What this task involves: Work out the number of lines that hold "numbered" in the listing, and give that number with no other text.

=== Section Start ===

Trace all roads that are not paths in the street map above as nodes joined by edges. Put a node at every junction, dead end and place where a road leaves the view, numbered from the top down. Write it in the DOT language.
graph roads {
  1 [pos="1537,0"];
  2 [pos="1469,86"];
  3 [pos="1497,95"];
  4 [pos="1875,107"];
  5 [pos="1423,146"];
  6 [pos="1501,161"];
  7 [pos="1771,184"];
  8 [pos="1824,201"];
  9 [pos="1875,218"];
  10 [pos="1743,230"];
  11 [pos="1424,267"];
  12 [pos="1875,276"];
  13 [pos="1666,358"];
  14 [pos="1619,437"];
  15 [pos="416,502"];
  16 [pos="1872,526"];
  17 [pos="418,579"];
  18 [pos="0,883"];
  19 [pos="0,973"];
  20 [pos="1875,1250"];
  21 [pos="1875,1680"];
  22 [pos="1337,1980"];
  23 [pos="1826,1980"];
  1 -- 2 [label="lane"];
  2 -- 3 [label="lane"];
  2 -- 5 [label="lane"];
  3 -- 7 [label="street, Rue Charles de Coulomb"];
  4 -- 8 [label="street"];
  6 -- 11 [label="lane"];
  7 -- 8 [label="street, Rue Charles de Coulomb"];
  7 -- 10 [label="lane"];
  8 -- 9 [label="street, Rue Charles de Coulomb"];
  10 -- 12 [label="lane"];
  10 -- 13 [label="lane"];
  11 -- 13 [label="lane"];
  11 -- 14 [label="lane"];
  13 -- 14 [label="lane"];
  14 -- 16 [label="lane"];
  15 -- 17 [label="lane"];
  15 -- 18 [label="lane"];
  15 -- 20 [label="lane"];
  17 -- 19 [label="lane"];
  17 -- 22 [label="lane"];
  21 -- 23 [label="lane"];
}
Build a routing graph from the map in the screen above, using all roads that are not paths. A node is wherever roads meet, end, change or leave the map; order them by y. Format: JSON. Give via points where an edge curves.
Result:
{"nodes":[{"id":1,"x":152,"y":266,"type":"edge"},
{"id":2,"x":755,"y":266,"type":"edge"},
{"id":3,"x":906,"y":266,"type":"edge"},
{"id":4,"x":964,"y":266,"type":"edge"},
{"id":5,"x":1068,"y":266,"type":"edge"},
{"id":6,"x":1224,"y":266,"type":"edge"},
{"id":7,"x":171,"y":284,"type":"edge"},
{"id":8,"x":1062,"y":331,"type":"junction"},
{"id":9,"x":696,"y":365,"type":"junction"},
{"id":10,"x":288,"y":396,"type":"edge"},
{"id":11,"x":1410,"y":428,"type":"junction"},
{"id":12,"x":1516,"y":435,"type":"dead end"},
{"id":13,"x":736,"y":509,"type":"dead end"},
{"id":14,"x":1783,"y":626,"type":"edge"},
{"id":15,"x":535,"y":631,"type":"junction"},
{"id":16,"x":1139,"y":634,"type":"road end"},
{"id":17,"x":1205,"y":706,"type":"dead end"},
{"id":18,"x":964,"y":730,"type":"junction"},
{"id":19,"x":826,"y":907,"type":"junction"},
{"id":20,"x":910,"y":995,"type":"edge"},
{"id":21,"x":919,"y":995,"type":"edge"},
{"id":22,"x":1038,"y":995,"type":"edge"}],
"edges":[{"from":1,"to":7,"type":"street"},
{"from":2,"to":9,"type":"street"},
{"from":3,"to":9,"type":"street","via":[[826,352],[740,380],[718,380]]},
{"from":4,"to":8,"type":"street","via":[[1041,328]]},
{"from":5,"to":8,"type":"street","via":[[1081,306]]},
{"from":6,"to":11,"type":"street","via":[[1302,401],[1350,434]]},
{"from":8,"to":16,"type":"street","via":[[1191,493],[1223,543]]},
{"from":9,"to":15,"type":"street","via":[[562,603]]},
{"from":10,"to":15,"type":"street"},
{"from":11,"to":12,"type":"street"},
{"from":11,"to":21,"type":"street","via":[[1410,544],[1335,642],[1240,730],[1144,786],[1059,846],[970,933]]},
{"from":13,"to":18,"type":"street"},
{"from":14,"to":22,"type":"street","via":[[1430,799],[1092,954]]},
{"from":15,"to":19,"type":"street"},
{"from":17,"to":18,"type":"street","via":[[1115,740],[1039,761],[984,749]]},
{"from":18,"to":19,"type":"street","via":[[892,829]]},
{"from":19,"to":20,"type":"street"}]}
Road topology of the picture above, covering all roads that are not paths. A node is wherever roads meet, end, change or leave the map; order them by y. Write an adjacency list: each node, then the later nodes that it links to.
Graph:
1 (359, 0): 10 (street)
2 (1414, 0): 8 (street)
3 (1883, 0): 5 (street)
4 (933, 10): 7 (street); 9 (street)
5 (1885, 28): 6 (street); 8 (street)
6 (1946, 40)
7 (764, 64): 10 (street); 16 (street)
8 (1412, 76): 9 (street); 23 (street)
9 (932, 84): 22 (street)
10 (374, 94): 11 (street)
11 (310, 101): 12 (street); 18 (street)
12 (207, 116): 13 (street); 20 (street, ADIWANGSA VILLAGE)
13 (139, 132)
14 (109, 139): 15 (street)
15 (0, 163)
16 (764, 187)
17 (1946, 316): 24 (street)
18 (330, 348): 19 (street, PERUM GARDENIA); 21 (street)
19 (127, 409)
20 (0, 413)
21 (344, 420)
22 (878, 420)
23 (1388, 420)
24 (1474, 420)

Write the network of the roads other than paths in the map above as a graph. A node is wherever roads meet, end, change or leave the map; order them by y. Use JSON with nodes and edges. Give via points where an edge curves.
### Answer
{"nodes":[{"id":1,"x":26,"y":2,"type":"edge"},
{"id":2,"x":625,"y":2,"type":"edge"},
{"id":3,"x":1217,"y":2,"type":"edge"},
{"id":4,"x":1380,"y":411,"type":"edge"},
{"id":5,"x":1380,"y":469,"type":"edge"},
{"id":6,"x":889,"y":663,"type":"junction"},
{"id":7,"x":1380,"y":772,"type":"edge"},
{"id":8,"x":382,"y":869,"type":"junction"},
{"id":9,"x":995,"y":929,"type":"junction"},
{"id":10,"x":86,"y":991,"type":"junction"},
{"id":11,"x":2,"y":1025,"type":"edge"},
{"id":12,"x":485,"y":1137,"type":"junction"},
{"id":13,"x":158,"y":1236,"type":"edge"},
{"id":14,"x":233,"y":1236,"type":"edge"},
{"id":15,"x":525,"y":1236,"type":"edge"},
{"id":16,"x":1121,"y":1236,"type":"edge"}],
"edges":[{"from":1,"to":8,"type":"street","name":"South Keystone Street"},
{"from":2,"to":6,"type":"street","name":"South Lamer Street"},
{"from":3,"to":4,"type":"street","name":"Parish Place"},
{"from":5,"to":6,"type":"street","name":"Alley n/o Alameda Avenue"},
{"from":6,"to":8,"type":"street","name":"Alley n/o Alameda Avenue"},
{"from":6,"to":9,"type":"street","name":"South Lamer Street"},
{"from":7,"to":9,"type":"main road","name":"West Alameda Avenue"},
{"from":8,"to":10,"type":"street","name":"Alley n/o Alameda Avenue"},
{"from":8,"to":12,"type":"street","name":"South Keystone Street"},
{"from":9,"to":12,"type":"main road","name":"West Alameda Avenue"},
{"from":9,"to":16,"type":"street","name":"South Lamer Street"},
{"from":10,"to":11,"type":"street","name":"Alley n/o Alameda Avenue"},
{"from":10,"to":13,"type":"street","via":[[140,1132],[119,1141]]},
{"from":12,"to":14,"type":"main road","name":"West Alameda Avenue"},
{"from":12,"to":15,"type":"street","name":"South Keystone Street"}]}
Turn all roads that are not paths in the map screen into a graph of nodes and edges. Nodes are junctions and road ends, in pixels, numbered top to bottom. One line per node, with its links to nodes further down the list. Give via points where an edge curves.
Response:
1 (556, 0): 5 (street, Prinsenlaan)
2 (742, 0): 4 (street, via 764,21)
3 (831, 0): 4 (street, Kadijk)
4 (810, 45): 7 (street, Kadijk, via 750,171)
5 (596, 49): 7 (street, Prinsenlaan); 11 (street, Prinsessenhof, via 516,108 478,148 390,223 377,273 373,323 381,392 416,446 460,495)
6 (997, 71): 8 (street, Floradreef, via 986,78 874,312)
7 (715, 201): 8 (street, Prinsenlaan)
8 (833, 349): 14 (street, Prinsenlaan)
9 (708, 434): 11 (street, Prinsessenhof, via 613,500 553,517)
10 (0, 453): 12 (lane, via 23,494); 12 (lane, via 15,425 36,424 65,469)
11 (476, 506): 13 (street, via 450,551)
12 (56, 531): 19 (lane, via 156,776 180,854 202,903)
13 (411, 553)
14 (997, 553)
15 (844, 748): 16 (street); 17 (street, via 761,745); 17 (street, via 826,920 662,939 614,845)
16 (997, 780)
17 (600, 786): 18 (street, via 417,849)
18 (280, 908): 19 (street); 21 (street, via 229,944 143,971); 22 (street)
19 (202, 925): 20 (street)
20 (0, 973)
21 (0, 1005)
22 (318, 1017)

=== Section End ===

Written answer: 2